Okay so for starters i am 2 years sober ...its been a long hard fight but i finally feel free of my habit ....okay so we live next to a rehab that sucks, and it just enables its people to use fentanyl and meth (my doc before sobriety) so my question is how do i deal with this hatred i feel for the drugs but still keep being kind and compassionate to those who do use because im struggling to not hate seeing people exactly where i used to be...overdosing turning blue and it seems like every week someone collapses outside from an overdose were trying to move but wont be able to until june. My problem im having is i remember people being so kind to me while i was using i know there were people who werent as kind but i dont remember them i only remember the ones who held out their hand to help me when i deserved none ...how do i be that same person kind compassionate and strong ... when i hate drugs so bad because of what they did to my life.... life is better now but i want my views of people to get better because i hope with all my hope things will get better for them too.
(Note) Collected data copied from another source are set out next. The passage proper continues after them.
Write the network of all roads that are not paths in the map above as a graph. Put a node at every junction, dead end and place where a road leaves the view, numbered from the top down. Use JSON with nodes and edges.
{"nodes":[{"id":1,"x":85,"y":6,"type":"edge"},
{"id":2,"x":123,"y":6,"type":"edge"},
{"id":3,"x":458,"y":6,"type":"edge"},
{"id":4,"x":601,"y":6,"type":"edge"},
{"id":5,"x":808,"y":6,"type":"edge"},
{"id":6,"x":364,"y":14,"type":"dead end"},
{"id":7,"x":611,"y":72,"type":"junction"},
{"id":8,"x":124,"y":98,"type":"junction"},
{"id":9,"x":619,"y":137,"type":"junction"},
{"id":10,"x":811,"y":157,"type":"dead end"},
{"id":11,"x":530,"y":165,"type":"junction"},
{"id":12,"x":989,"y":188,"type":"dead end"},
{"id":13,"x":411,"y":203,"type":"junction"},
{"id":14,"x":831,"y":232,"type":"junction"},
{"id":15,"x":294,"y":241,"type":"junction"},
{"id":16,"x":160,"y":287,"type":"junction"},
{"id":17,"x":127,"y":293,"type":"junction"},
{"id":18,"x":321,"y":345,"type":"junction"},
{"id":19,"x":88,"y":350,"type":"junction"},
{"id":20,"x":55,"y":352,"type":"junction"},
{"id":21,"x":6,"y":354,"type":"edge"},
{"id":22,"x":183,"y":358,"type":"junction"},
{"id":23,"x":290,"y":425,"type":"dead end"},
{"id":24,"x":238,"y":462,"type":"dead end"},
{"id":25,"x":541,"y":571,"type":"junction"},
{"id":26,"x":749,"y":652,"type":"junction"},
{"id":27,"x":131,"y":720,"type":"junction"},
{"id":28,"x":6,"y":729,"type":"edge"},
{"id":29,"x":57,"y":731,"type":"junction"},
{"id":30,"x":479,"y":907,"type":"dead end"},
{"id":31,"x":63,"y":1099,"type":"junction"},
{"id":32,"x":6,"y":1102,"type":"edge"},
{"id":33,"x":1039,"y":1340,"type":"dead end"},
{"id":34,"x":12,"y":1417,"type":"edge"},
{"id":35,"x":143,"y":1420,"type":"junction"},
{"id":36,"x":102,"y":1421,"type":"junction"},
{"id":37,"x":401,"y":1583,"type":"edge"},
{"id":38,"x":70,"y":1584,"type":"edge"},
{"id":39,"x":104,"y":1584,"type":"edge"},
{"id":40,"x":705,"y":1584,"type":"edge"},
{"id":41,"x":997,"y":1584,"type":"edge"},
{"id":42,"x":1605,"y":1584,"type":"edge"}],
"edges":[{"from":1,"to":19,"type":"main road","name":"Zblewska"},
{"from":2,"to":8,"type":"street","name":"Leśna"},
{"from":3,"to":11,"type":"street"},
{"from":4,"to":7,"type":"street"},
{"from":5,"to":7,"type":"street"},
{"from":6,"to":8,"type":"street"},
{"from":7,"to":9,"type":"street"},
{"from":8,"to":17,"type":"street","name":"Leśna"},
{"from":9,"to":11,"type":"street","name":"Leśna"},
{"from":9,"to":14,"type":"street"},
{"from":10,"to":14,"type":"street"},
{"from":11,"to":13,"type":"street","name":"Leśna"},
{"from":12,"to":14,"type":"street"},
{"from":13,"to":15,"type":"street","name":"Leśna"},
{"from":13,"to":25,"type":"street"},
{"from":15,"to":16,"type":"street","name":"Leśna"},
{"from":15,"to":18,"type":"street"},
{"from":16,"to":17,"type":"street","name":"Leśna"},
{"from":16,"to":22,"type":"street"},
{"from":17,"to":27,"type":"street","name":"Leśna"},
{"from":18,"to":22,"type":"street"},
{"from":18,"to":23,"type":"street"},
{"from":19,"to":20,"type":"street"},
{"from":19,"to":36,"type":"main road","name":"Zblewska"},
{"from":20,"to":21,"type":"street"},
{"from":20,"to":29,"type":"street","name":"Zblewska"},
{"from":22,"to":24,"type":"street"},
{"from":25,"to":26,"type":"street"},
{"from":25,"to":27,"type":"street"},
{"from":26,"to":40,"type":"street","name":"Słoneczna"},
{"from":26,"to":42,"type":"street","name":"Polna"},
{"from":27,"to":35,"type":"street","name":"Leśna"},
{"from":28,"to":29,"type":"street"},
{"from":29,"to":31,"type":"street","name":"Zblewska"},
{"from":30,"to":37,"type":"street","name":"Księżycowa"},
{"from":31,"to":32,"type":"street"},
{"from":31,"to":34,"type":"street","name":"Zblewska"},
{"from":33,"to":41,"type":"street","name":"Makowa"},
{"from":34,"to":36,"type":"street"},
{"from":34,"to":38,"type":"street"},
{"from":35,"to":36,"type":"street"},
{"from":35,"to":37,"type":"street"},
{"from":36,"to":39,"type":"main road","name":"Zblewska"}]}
Have you tried journaling about it it might help to write it all down and get it out
I have to pray about stuff like that. You’re already kind and compassionate. Don’t let your hatred of drugs deceive you into thinking you hold the same feelings for the people who use them. It would be super hard to live next to that, but if you focus on hope, that is what you’ll see. If you focus on the darkness, you’ll find it around every corner. Bless you and congratulations on your recovery. That’s amazing.
It makes sense that what you’re seeing outside your door hits hard. You care, and that’s why it hurts. You can hate what the drugs do and still care about the people caught in it. Keep your boundaries, protect your sobriety first, and when you can, lead with the same kindness that was shown to you. That’s already in you.